My daughter is starting at TGS in Sept.
The fact of the matter is that the exams for Tiffin and the Sutton Grammars cover the whole KS2 curriculum but are sat at the start of y5.
Most state primaries will introduce some content beyond y5 curriculum to the kids working at greater depth but are extremely unlikely to be teaching so far ahead that a child at the end of y5 will have already covered the entire y6 curriculum in school. Prep schools might have done but the state primaries in my local area (in the catchment for both Tiffin and Sutton grammars) definitely do not.
Even the brightest child will need to have covered the curriculum to stand a chance in the exam. They aren't going to be sitting there deriving the area of a circle from first principles in an exam- they need to have seen the formula before.
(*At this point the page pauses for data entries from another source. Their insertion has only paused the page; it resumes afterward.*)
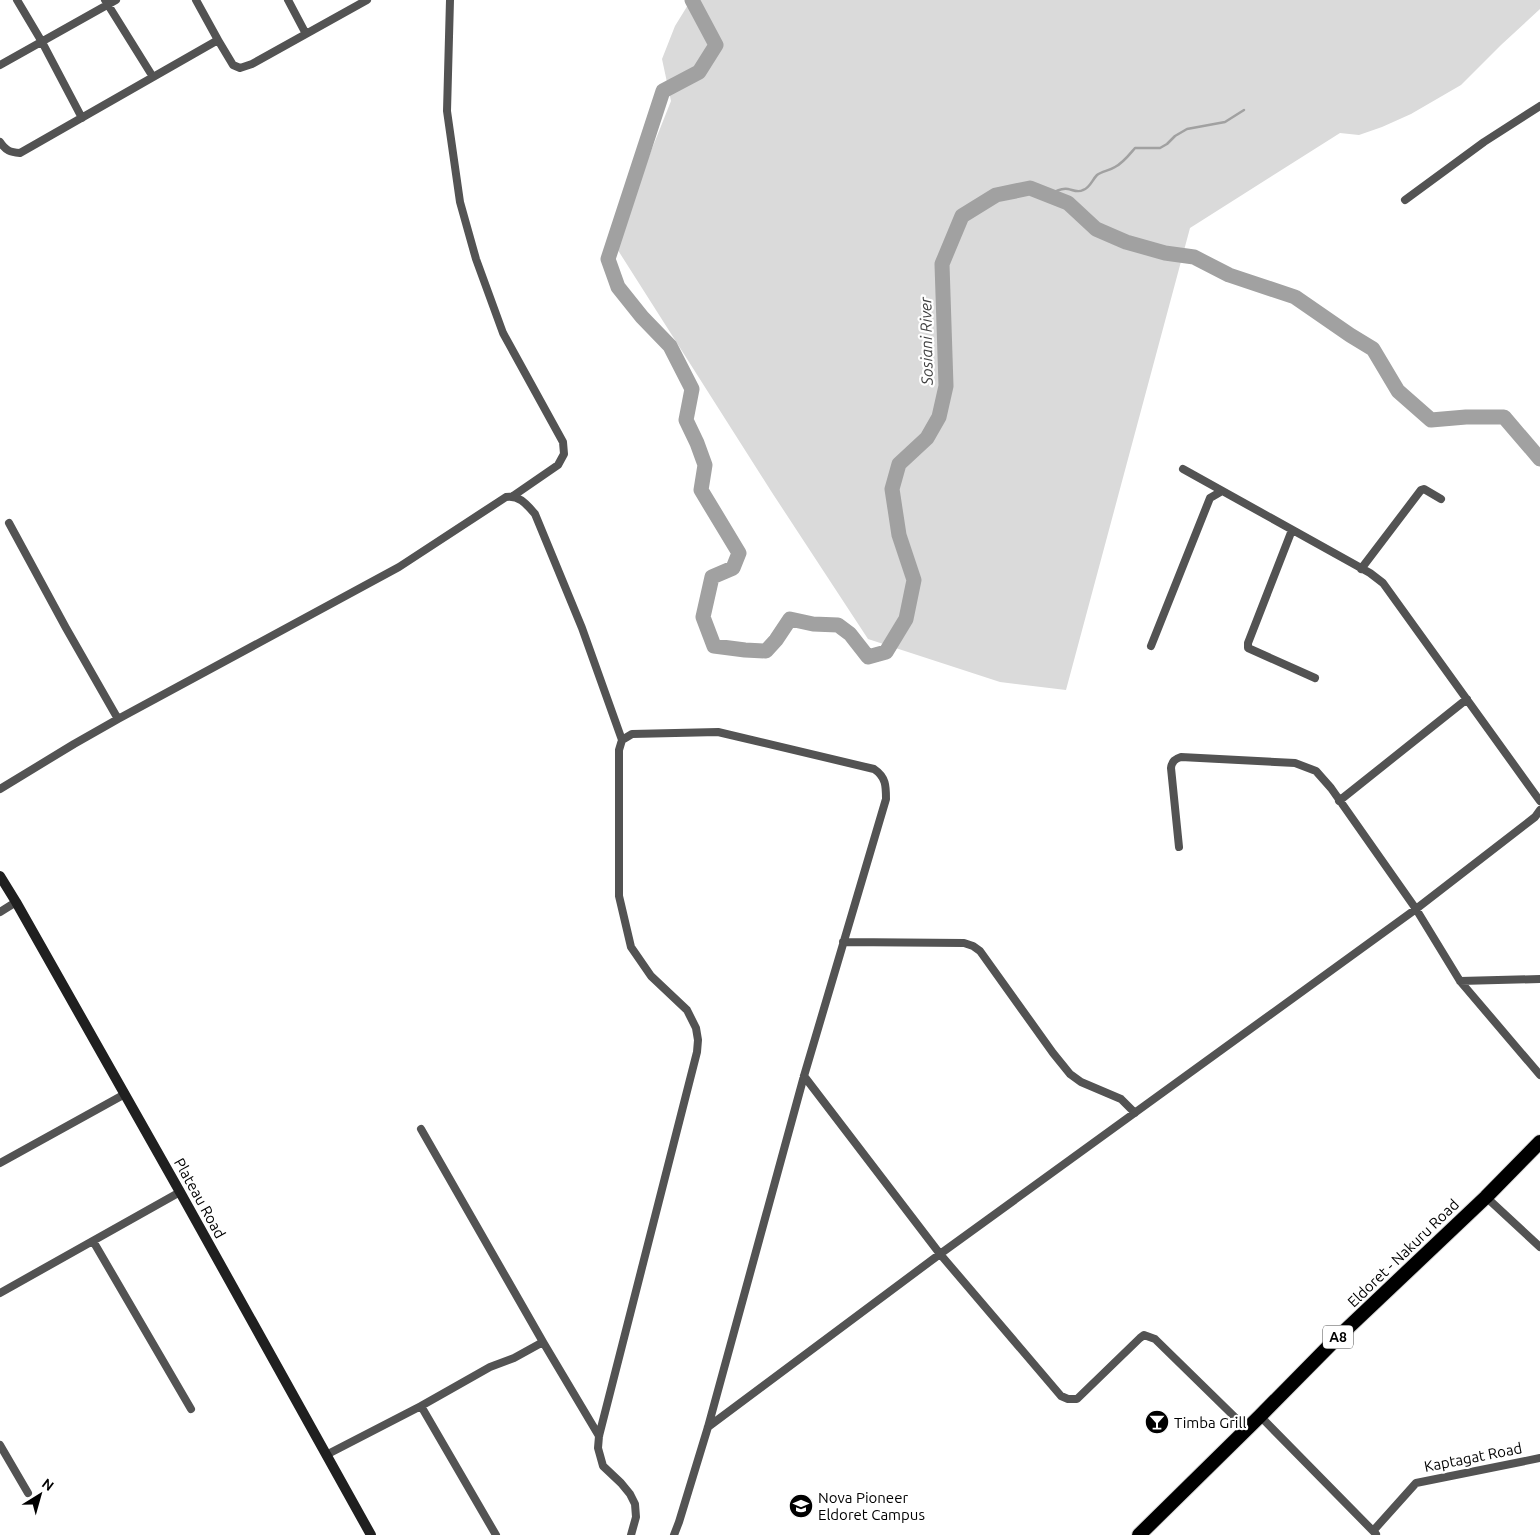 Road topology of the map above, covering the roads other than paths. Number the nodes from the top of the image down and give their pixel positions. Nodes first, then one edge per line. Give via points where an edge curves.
1 (17, 0) edge
2 (116, 0) edge
3 (196, 0) edge
4 (288, 0) edge
5 (367, 0) edge
6 (450, 0) edge
7 (106, 2) edge
8 (306, 34) junction
9 (218, 40) junction
10 (42, 42) junction
11 (0, 65) edge
12 (153, 77) junction
13 (1540, 106) edge
14 (82, 118) junction
15 (0, 142) edge
16 (1405, 200) dead end
17 (1183, 469) dead end
18 (1222, 491) junction
19 (513, 496) junction
20 (1441, 499) dead end
21 (9, 523) dead end
22 (1292, 530) junction
23 (1361, 569) junction
24 (1152, 646) dead end
25 (1315, 678) dead end
26 (1467, 699) junction
27 (118, 719) junction
28 (622, 740) junction
29 (0, 789) edge
30 (1339, 801) junction
31 (1540, 801) edge
32 (1540, 810) edge
33 (1179, 847) dead end
34 (0, 876) edge
35 (16, 902) junction
36 (1416, 909) junction
37 (0, 912) edge
38 (844, 942) junction
39 (1540, 980) edge
40 (1460, 981) junction
41 (1540, 1074) edge
42 (804, 1076) junction
43 (124, 1094) junction
44 (1135, 1113) junction
45 (421, 1129) dead end
46 (1540, 1142) edge
47 (0, 1163) edge
48 (180, 1192) junction
49 (1486, 1196) junction
50 (93, 1241) junction
51 (1540, 1247) edge
52 (940, 1254) junction
53 (0, 1294) edge
54 (542, 1342) junction
55 (421, 1406) junction
56 (191, 1409) dead end
57 (1260, 1416) junction
58 (708, 1427) junction
59 (1247, 1429) junction
60 (599, 1436) junction
61 (0, 1445) edge
62 (326, 1455) junction
63 (1540, 1458) edge
64 (28, 1493) dead end
65 (1375, 1533) edge
66 (371, 1535) edge
67 (496, 1535) edge
68 (631, 1535) edge
69 (674, 1535) edge
70 (1138, 1535) edge

1 - 10 street
2 - 7 street
3 - 9 street
4 - 8 street
5 - 8 street
6 - 19 street via 447,111 460,202 476,259 503,333 563,442 564,454 558,465
7 - 10 street
7 - 12 street
8 - 9 street via 240,68 230,62
9 - 12 street
10 - 11 street
10 - 14 street
12 - 14 street
13 - 16 street
14 - 15 street via 20,153 5,150
17 - 18 street
18 - 22 street
18 - 24 street via 1210,498
19 - 27 street via 506,497 398,567
19 - 28 street via 535,514 582,628
20 - 23 street via 1421,490
21 - 27 street
22 - 23 street
22 - 25 street via 1248,648
23 - 26 street via 1383,583
26 - 30 street
26 - 31 street
27 - 29 street
28 - 38 street via 632,734 718,732 861,765 880,773 886,785 886,799
28 - 60 street via 619,750 618,896 630,947 651,976 686,1010 696,1028 698,1040
30 - 33 street via 1316,772 1295,763 1175,759 1170,768
30 - 36 street
32 - 36 street
34 - 35 street, Plateau Road
35 - 37 street
35 - 43 street, Plateau Road
36 - 40 street
36 - 44 street
38 - 42 street
38 - 44 street via 964,943 973,946 980,951 1070,1074 1120,1099
39 - 40 street
40 - 41 street
42 - 52 street
42 - 58 street
43 - 47 street
43 - 48 street, Plateau Road
44 - 52 street
45 - 54 street
46 - 49 highway, Eldoret - Nakuru Road / A8
48 - 50 street
48 - 62 street, Plateau Road
49 - 51 street
49 - 57 highway, Eldoret - Nakuru Road / A8
50 - 53 street
50 - 56 street
52 - 58 street
52 - 59 street via 1060,1396 1077,1399 1144,1335 1155,1338
54 - 55 street
54 - 60 street
55 - 62 street
55 - 67 street
57 - 59 highway, Eldoret - Nakuru Road / A8
57 - 65 street
58 - 69 street
59 - 70 highway, Eldoret - Nakuru Road / A8
60 - 68 street via 602,1466 630,1494 635,1504 636,1517
61 - 64 street
62 - 66 street, Plateau Road
63 - 65 street, Kaptagat Road via 1418,1482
Not all of the exam will be y6 content, but certainly in the exams sat in oct/nov 2022 for both the second stage of Nonsuch and for Tiffin girls a good proportion was. A child unfamiliar with that y6 content wouldn't have passed no matter how brilliant they are.
You can either cover the curriculum with them at home yourself (self tutor) or use a tutor to cover the curriculum. On top of this, there is time pressure and a lot of the other kids sitting the exams will be heavily tutored, so it would be worth doing a bit of work on exam craft and timing - just being familiar with filling out the answer sheets can help with time. For the multiple choice exams, they need to answer each question in under a minute.
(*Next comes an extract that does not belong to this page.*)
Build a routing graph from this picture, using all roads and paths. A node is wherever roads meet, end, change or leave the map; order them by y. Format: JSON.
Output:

I find people are not that open about how much preparation their children have had for these exams. A lot of people who sneer at you for using a tutor turn out to have done hours of prep on their own at home. Other parents go a bit mad, a friend of my daughter's was attending a tutor 6 times a week. She's got in too, and is a clever girl. I don't know that she "needed" that much preparation but the lack of transparency can send people into a kind of madness... It left me wondering if the once a week tuition we were doing was going to be enough or if I was going to send her in terribly unprepared and knock her confidence.
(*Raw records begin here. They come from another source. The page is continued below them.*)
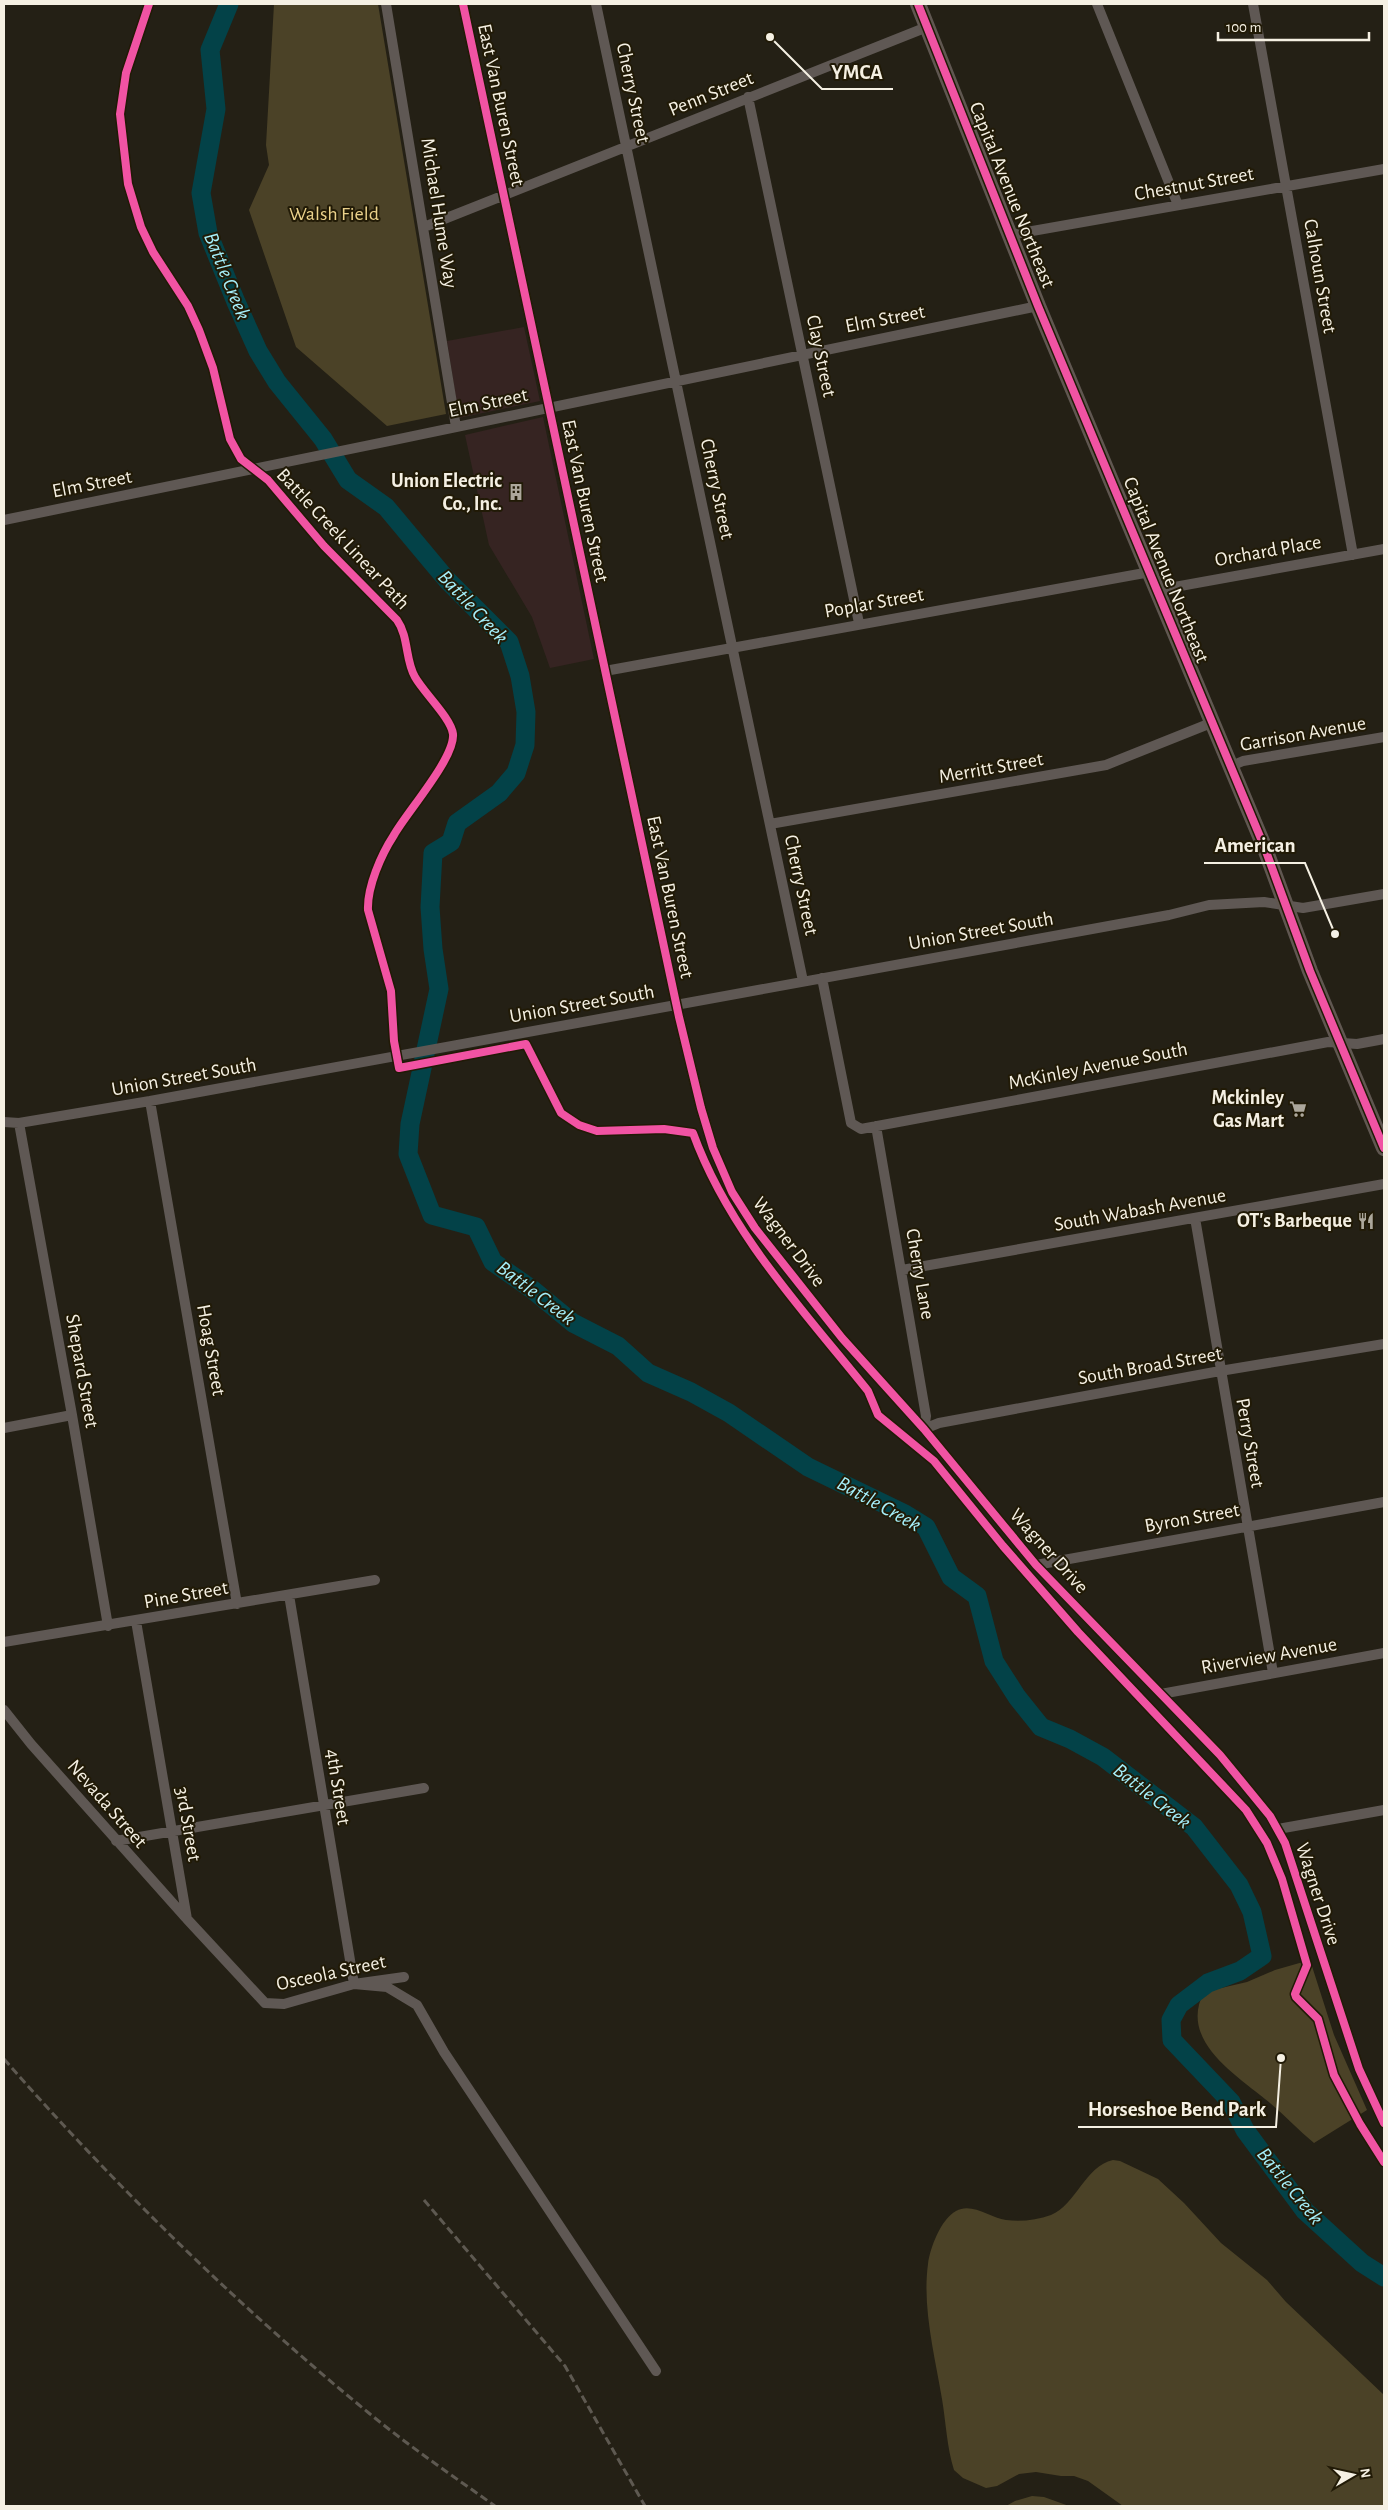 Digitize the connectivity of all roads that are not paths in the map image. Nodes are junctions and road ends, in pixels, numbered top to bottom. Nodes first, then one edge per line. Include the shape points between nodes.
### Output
1 (386, 4) edge
2 (463, 4) edge
3 (596, 4) edge
4 (918, 4) edge
5 (1097, 4) edge
6 (1253, 4) edge
7 (927, 27) junction
8 (748, 97) junction
9 (626, 146) junction
10 (1384, 168) edge
11 (1286, 186) junction
12 (504, 195) junction
13 (1178, 204) junction
14 (424, 227) junction
15 (1010, 234) junction
16 (1038, 306) junction
17 (803, 353) junction
18 (677, 380) junction
19 (548, 408) junction
20 (456, 427) junction
21 (4, 520) edge
22 (1384, 549) edge
23 (1353, 555) junction
24 (1150, 572) junction
25 (1158, 590) junction
26 (859, 623) junction
27 (733, 647) junction
28 (605, 671) junction
29 (1211, 722) junction
30 (1384, 737) edge
31 (1229, 767) junction
32 (770, 824) junction
33 (1384, 894) edge
34 (1285, 906) junction
35 (822, 978) junction
36 (804, 982) junction
37 (677, 1006) junction
38 (1384, 1039) edge
39 (1342, 1044) junction
40 (150, 1101) junction
41 (4, 1122) edge
42 (19, 1123) junction
43 (876, 1126) junction
44 (1384, 1148) edge
45 (1384, 1184) edge
46 (1195, 1218) junction
47 (902, 1270) junction
48 (1384, 1344) edge
49 (1220, 1371) junction
50 (72, 1414) junction
51 (4, 1428) edge
52 (924, 1429) junction
53 (1384, 1502) edge
54 (1248, 1525) junction
55 (1036, 1565) junction
56 (375, 1580) dead end
57 (289, 1595) junction
58 (237, 1604) junction
59 (136, 1621) junction
60 (108, 1626) junction
61 (4, 1642) edge
62 (1384, 1654) edge
63 (1273, 1673) junction
64 (1160, 1694) junction
65 (4, 1710) edge
66 (424, 1788) dead end
67 (323, 1805) junction
68 (1384, 1810) edge
69 (1278, 1829) junction
70 (171, 1832) junction
71 (116, 1841) junction
72 (187, 1919) junction
73 (404, 1977) dead end
74 (354, 1984) junction
75 (1384, 2123) edge
76 (656, 2372) dead end

1 - 14 street, Michael Hume Way
2 - 12 street, East Van Buren Street
3 - 9 street, Cherry Street
4 - 7 main road, Capital Avenue Northeast
5 - 13 street
6 - 11 street, Calhoun Street
7 - 8 street, Penn Street
7 - 15 main road, Capital Avenue Northeast
8 - 9 street, Penn Street
8 - 17 street, Clay Street
9 - 12 street, Penn Street
9 - 18 street, Cherry Street
10 - 11 street, Chestnut Street
11 - 13 street, Chestnut Street
11 - 23 street, Calhoun Street
12 - 14 street, Penn Street
12 - 19 street, East Van Buren Street
13 - 15 street, Chestnut Street
14 - 20 street, Michael Hume Way
15 - 16 main road, Capital Avenue Northeast
16 - 17 street, Elm Street
16 - 24 main road, Capital Avenue Northeast
17 - 18 street, Elm Street
17 - 26 street, Clay Street
18 - 19 street, Elm Street
18 - 27 street, Cherry Street
19 - 20 street, Elm Street
19 - 28 street, East Van Buren Street
20 - 21 street, Elm Street
22 - 23 street, Orchard Place
23 - 25 street, Orchard Place
24 - 25 main road, Capital Avenue Northeast
24 - 26 street, Poplar Street
25 - 29 main road, Capital Avenue Northeast
26 - 27 street, Poplar Street
27 - 28 street, Poplar Street
27 - 32 street, Cherry Street
28 - 37 street, East Van Buren Street
29 - 31 main road, Capital Avenue Northeast
29 - 32 street, Merritt Street via 1106,766
30 - 31 street, Garrison Avenue via 1243,761
31 - 34 main road, Capital Avenue Northeast via 1264,846
32 - 36 street, Cherry Street
33 - 34 street, Union Street South via 1303,908
34 - 35 street, Union Street South via 1264,902 1209,905
34 - 39 main road, Capital Avenue Northeast
35 - 36 street, Union Street South
35 - 43 street, McKinley Avenue South via 851,1123 861,1129
36 - 37 street, Union Street South
37 - 40 street, Union Street South
37 - 52 street, Wagner Drive via 701,1108 732,1192 755,1228 842,1338
38 - 39 street, McKinley Avenue South
39 - 43 street, McKinley Avenue South via 1328,1042
39 - 44 main road, Capital Avenue Northeast
40 - 42 street, Union Street South
40 - 58 street, Hoag Street
41 - 42 street, Union Street South
42 - 50 street, Shepard Street
43 - 47 street, Cherry Lane
45 - 46 street, South Wabash Avenue
46 - 47 street, South Wabash Avenue
46 - 49 street, Perry Street
47 - 52 street, Cherry Lane via 926,1416
48 - 49 street, South Broad Street
49 - 52 street, South Broad Street via 939,1423
49 - 54 street, Perry Street
50 - 51 street
50 - 60 street, Shepard Street
52 - 55 street, Wagner Drive
53 - 54 street, Byron Street
54 - 55 street, Byron Street
54 - 63 street, Perry Street
55 - 64 street, Wagner Drive
56 - 57 street, Pine Street
57 - 58 street, Pine Street
57 - 67 street, 4th Street
58 - 59 street, Pine Street
59 - 60 street, Pine Street
59 - 70 street, 3rd Street
60 - 61 street, Pine Street
62 - 63 street, Riverview Avenue
63 - 64 street, Riverview Avenue
64 - 69 street, Wagner Drive via 1220,1755
65 - 71 street, Nevada Street
66 - 67 street
67 - 70 street
67 - 74 street, 4th Street
68 - 69 street
69 - 75 street, Wagner Drive via 1307,1906 1359,2069
70 - 71 street
70 - 72 street, 3rd Street
71 - 72 street, Nevada Street
72 - 74 street, Osceola Street via 265,2003 284,2004
73 - 74 street, Osceola Street
74 - 76 street via 387,1987 417,2005 449,2060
We sent our daughter to group tuition once a week in year 5 with a tutor who was very familiar with these schools. She is an avid reader and consistently worked at "greater depth" throughout primary. The tutor set additional homework that took about 30 mins each night and in the holidays we did extra practice papers to try to speed up her maths which was solid but slow.
She's a bright cookie and hard working but I wouldn't delude myself that she would have got in without the additional work, her state primary wouldn't have got her anywhere near ready despite being in my opinion a very good school- why should they teach a year ahead after all?
I hope she holds her own once she's in- time will tell!